They will make you sign up on the "universal jobmatch" website, which has job listings.
They'll also nag you to use it as a place to log all your "work search activity", and they'll nag you to tick a permissions box so that they can read it. They do this so they can catch you out on small things.
For example the agreement they make you sign might say you must ask in a shop for a job once a day. If your record says that you didn't do it on monday, but you made up for it on tuesday by asking two shops, they can still say you haven't met your agreement, and take the money off you.
But you don't have to use the website to make these records, and you don't have to give them permission to read your account on that site either. So I strongly recommend you don't.
Instead keep everything recorded in word documents on your own computer, and print it out on the afternoon before you have the job centre appointment. Put it in a big ring binder.
This gives you two advantages. The first is no "Job Centre Adviser" wants to read 14 pages (one page a day over a normal two week appointment cycle). So they won't start combing through it looking for a technicality to sanction you, because they can't be bothered.
The second is it gives you the chance to go back and edit it, without them knowing. So if at the end of the week you've got 34 hours worth looking, you can change how long something took to make it the full 35. Or if you forgot to write about asking a shop for work on wednesday, and you remember on thursday, you can go back and write that you did.
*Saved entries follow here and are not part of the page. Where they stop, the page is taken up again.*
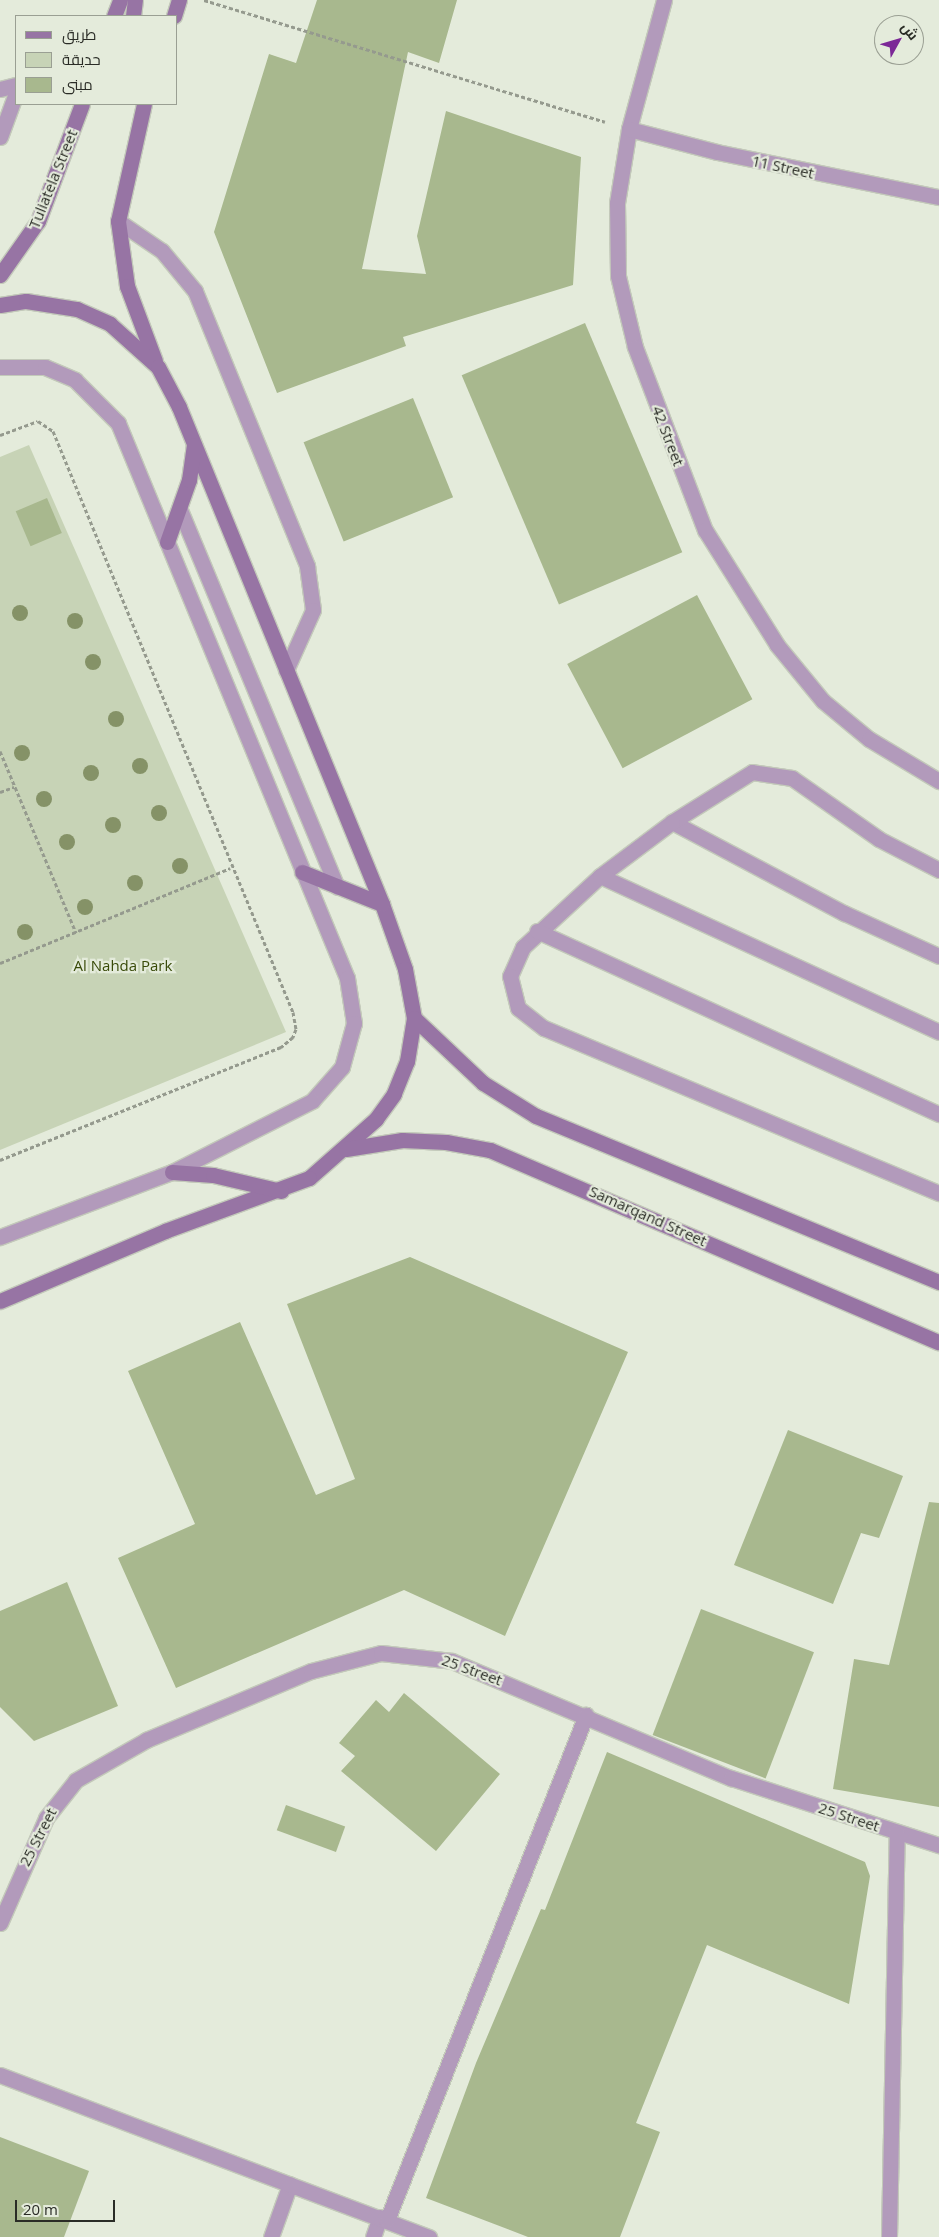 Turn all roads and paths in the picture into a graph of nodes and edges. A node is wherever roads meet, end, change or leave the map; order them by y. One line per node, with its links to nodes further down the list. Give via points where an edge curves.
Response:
1 (120, 0): 6 (street)
2 (135, 0): 7 (street)
3 (179, 0): 8 (street)
4 (203, 0): 14 (path)
5 (664, 0): 14 (street, 42 Street)
6 (114, 15)
7 (133, 15)
8 (174, 15)
9 (15, 85): 10 (street)
10 (0, 89)
11 (15, 96): 15 (street)
12 (82, 105): 18 (street, Tuliatela Street, via 38,221)
13 (144, 105): 17 (street)
14 (629, 129): 16 (street, 11 Street, via 735,156); 28 (street, 42 Street, via 617,203 624,310 705,530 777,646 823,701 869,739)
15 (0, 137)
16 (939, 197)
17 (118, 221): 21 (street, via 127,286); 26 (street, via 162,251 195,291 306,566 313,610)
18 (0, 275)
19 (0, 305): 21 (street, via 26,301 77,309 110,324)
20 (0, 367): 25 (street, via 45,367 76,380 100,400 118,423)
21 (158, 367): 23 (street)
22 (0, 435): 32 (path, via 38,421 53,430)
23 (194, 445): 24 (street); 26 (street)
24 (180, 510): 25 (street); 36 (street)
25 (168, 542): 34 (street)
26 (286, 670): 37 (street)
27 (0, 751): 29 (path)
28 (939, 781)
29 (14, 787): 30 (path); 38 (path)
30 (0, 792)
31 (672, 822): 33 (street, via 740,777 780,773 879,839); 35 (street); 40 (street, via 836,909)
32 (231, 868): 38 (path); 46 (path, via 294,1012 293,1037 281,1047)
33 (939, 870)
34 (302, 872): 36 (street); 47 (street, via 353,1000 351,1045 342,1067 312,1101)
35 (600, 876): 39 (street); 43 (street)
36 (337, 887): 37 (street)
37 (382, 904): 42 (street, via 405,969)
38 (76, 932): 41 (path)
39 (537, 932): 44 (street); 49 (street, via 514,960 510,976 518,1008 529,1020)
40 (939, 956)
41 (0, 963)
42 (414, 1018): 45 (street, via 407,1061 394,1094); 51 (street, via 477,1078 536,1116)
43 (939, 1032)
44 (939, 1114)
45 (346, 1149): 48 (street, via 309,1178); 53 (street, Samarqand Street, via 402,1140 446,1142 490,1150)
46 (0, 1160)
47 (172, 1172): 48 (street, via 213,1175); 50 (street)
48 (281, 1191): 52 (street, via 165,1231)
49 (939, 1193)
50 (0, 1237)
51 (939, 1282)
52 (0, 1301)
53 (939, 1342)
54 (586, 1715): 55 (street, 25 Street, via 731,1778); 57 (street, 25 Street, via 452,1661 390,1653 345,1659 146,1740 76,1780 46,1818); 60 (street)
55 (897, 1832): 56 (street, 25 Street); 64 (street)
56 (939, 1844)
57 (0, 1923)
58 (0, 2075): 59 (street)
59 (290, 2184): 60 (street); 61 (street)
60 (384, 2219): 62 (street); 63 (street)
61 (271, 2237)
62 (373, 2237)
63 (429, 2237)
64 (889, 2237)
Paper records let you do this, their website doesn't.
They don't care if you applied for a hundred jobs that week, if they count the hours and get to 34 hours and 59 minutes they'll still cut your month's money to 0.
I also strongly recommend being ten minutes early. After you've gone and got yourself ticked off the register, go to whoever your appointment is with and say hello even if they're busy with someone else. Their favourite trick is to leave you waiting half an hour past your appointment time, sitting on the waiting couch, and then notice you and say "oh you're late". It's all to cut your money.
There's lots of stuff job centres can do. They can pay for clothes for interviews, training courses, bus fares to stuff they send you on etc. But they have a policy of never mentioning this until you ask them. So be bold.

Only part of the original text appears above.